=== INPUT RECORDS ===
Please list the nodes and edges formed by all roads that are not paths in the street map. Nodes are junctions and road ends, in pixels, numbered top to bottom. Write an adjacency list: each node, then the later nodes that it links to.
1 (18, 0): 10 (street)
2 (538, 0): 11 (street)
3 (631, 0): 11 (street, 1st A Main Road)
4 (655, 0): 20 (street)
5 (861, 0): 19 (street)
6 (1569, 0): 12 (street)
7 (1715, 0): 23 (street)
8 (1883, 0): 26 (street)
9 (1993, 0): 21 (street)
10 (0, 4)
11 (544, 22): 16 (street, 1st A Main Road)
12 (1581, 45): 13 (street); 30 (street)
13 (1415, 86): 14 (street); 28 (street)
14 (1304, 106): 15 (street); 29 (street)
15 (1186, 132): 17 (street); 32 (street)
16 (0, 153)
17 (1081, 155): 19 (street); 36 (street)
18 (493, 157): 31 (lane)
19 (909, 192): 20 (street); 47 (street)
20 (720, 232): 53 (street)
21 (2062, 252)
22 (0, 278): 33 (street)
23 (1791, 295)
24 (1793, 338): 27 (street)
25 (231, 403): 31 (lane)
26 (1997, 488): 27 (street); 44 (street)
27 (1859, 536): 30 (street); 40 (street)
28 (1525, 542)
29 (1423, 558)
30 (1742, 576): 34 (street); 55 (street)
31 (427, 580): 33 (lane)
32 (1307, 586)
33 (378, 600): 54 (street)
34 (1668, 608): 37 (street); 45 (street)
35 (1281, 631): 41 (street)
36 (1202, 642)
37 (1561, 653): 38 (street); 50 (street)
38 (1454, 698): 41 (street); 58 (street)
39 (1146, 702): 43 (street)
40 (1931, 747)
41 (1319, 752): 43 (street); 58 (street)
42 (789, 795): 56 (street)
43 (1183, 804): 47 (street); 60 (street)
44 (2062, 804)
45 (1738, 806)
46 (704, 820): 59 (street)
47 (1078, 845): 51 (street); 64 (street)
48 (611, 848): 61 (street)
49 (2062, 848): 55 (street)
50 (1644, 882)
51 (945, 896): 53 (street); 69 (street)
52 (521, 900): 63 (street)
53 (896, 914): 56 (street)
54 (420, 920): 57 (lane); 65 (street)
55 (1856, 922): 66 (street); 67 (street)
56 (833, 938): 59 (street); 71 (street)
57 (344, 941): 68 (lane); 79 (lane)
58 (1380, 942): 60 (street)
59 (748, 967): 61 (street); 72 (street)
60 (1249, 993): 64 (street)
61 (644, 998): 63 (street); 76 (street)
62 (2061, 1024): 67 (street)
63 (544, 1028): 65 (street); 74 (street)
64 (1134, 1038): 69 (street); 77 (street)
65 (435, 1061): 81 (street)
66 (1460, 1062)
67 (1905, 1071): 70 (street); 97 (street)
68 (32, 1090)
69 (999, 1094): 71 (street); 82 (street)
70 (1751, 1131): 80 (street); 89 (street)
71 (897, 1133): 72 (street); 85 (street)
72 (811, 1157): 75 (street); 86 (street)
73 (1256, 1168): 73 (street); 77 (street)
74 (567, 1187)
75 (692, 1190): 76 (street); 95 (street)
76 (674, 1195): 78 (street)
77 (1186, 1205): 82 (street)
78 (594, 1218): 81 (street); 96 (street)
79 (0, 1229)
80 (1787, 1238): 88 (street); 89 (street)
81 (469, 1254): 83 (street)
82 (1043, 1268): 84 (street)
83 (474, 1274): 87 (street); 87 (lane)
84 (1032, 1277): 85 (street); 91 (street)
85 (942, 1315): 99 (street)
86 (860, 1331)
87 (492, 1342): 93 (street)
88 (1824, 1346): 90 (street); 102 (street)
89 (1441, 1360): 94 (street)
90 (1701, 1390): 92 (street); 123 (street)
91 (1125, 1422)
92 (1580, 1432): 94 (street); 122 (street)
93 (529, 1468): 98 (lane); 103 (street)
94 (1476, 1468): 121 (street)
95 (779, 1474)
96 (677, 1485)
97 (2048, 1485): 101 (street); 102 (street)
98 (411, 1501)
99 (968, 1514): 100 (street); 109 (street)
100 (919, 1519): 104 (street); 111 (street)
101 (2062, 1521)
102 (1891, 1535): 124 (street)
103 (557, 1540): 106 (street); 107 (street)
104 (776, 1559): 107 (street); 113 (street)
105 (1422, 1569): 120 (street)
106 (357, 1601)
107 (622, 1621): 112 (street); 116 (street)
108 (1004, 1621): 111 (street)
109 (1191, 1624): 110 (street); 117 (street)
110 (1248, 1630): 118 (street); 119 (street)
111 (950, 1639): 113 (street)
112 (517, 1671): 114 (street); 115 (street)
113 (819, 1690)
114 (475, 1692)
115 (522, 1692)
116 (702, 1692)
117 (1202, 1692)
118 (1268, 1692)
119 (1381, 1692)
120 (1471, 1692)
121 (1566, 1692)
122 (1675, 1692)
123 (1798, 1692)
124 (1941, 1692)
===
= TASK DESCRIPTION =
The whole listing, restated word for word, is the expected answer.

= RESPONSE TO THE TASK =
Please list the nodes and edges formed by all roads that are not paths in the street map. Nodes are junctions and road ends, in pixels, numbered top to bottom. Write an adjacency list: each node, then the later nodes that it links to.
1 (18, 0): 10 (street)
2 (538, 0): 11 (street)
3 (631, 0): 11 (street, 1st A Main Road)
4 (655, 0): 20 (street)
5 (861, 0): 19 (street)
6 (1569, 0): 12 (street)
7 (1715, 0): 23 (street)
8 (1883, 0): 26 (street)
9 (1993, 0): 21 (street)
10 (0, 4)
11 (544, 22): 16 (street, 1st A Main Road)
12 (1581, 45): 13 (street); 30 (street)
13 (1415, 86): 14 (street); 28 (street)
14 (1304, 106): 15 (street); 29 (street)
15 (1186, 132): 17 (street); 32 (street)
16 (0, 153)
17 (1081, 155): 19 (street); 36 (street)
18 (493, 157): 31 (lane)
19 (909, 192): 20 (street); 47 (street)
20 (720, 232): 53 (street)
21 (2062, 252)
22 (0, 278): 33 (street)
23 (1791, 295)
24 (1793, 338): 27 (street)
25 (231, 403): 31 (lane)
26 (1997, 488): 27 (street); 44 (street)
27 (1859, 536): 30 (street); 40 (street)
28 (1525, 542)
29 (1423, 558)
30 (1742, 576): 34 (street); 55 (street)
31 (427, 580): 33 (lane)
32 (1307, 586)
33 (378, 600): 54 (street)
34 (1668, 608): 37 (street); 45 (street)
35 (1281, 631): 41 (street)
36 (1202, 642)
37 (1561, 653): 38 (street); 50 (street)
38 (1454, 698): 41 (street); 58 (street)
39 (1146, 702): 43 (street)
40 (1931, 747)
41 (1319, 752): 43 (street); 58 (street)
42 (789, 795): 56 (street)
43 (1183, 804): 47 (street); 60 (street)
44 (2062, 804)
45 (1738, 806)
46 (704, 820): 59 (street)
47 (1078, 845): 51 (street); 64 (street)
48 (611, 848): 61 (street)
49 (2062, 848): 55 (street)
50 (1644, 882)
51 (945, 896): 53 (street); 69 (street)
52 (521, 900): 63 (street)
53 (896, 914): 56 (street)
54 (420, 920): 57 (lane); 65 (street)
55 (1856, 922): 66 (street); 67 (street)
56 (833, 938): 59 (street); 71 (street)
57 (344, 941): 68 (lane); 79 (lane)
58 (1380, 942): 60 (street)
59 (748, 967): 61 (street); 72 (street)
60 (1249, 993): 64 (street)
61 (644, 998): 63 (street); 76 (street)
62 (2061, 1024): 67 (street)
63 (544, 1028): 65 (street); 74 (street)
64 (1134, 1038): 69 (street); 77 (street)
65 (435, 1061): 81 (street)
66 (1460, 1062)
67 (1905, 1071): 70 (street); 97 (street)
68 (32, 1090)
69 (999, 1094): 71 (street); 82 (street)
70 (1751, 1131): 80 (street); 89 (street)
71 (897, 1133): 72 (street); 85 (street)
72 (811, 1157): 75 (street); 86 (street)
73 (1256, 1168): 73 (street); 77 (street)
74 (567, 1187)
75 (692, 1190): 76 (street); 95 (street)
76 (674, 1195): 78 (street)
77 (1186, 1205): 82 (street)
78 (594, 1218): 81 (street); 96 (street)
79 (0, 1229)
80 (1787, 1238): 88 (street); 89 (street)
81 (469, 1254): 83 (street)
82 (1043, 1268): 84 (street)
83 (474, 1274): 87 (street); 87 (lane)
84 (1032, 1277): 85 (street); 91 (street)
85 (942, 1315): 99 (street)
86 (860, 1331)
87 (492, 1342): 93 (street)
88 (1824, 1346): 90 (street); 102 (street)
89 (1441, 1360): 94 (street)
90 (1701, 1390): 92 (street); 123 (street)
91 (1125, 1422)
92 (1580, 1432): 94 (street); 122 (street)
93 (529, 1468): 98 (lane); 103 (street)
94 (1476, 1468): 121 (street)
95 (779, 1474)
96 (677, 1485)
97 (2048, 1485): 101 (street); 102 (street)
98 (411, 1501)
99 (968, 1514): 100 (street); 109 (street)
100 (919, 1519): 104 (street); 111 (street)
101 (2062, 1521)
102 (1891, 1535): 124 (street)
103 (557, 1540): 106 (street); 107 (street)
104 (776, 1559): 107 (street); 113 (street)
105 (1422, 1569): 120 (street)
106 (357, 1601)
107 (622, 1621): 112 (street); 116 (street)
108 (1004, 1621): 111 (street)
109 (1191, 1624): 110 (street); 117 (street)
110 (1248, 1630): 118 (street); 119 (street)
111 (950, 1639): 113 (street)
112 (517, 1671): 114 (street); 115 (street)
113 (819, 1690)
114 (475, 1692)
115 (522, 1692)
116 (702, 1692)
117 (1202, 1692)
118 (1268, 1692)
119 (1381, 1692)
120 (1471, 1692)
121 (1566, 1692)
122 (1675, 1692)
123 (1798, 1692)
124 (1941, 1692)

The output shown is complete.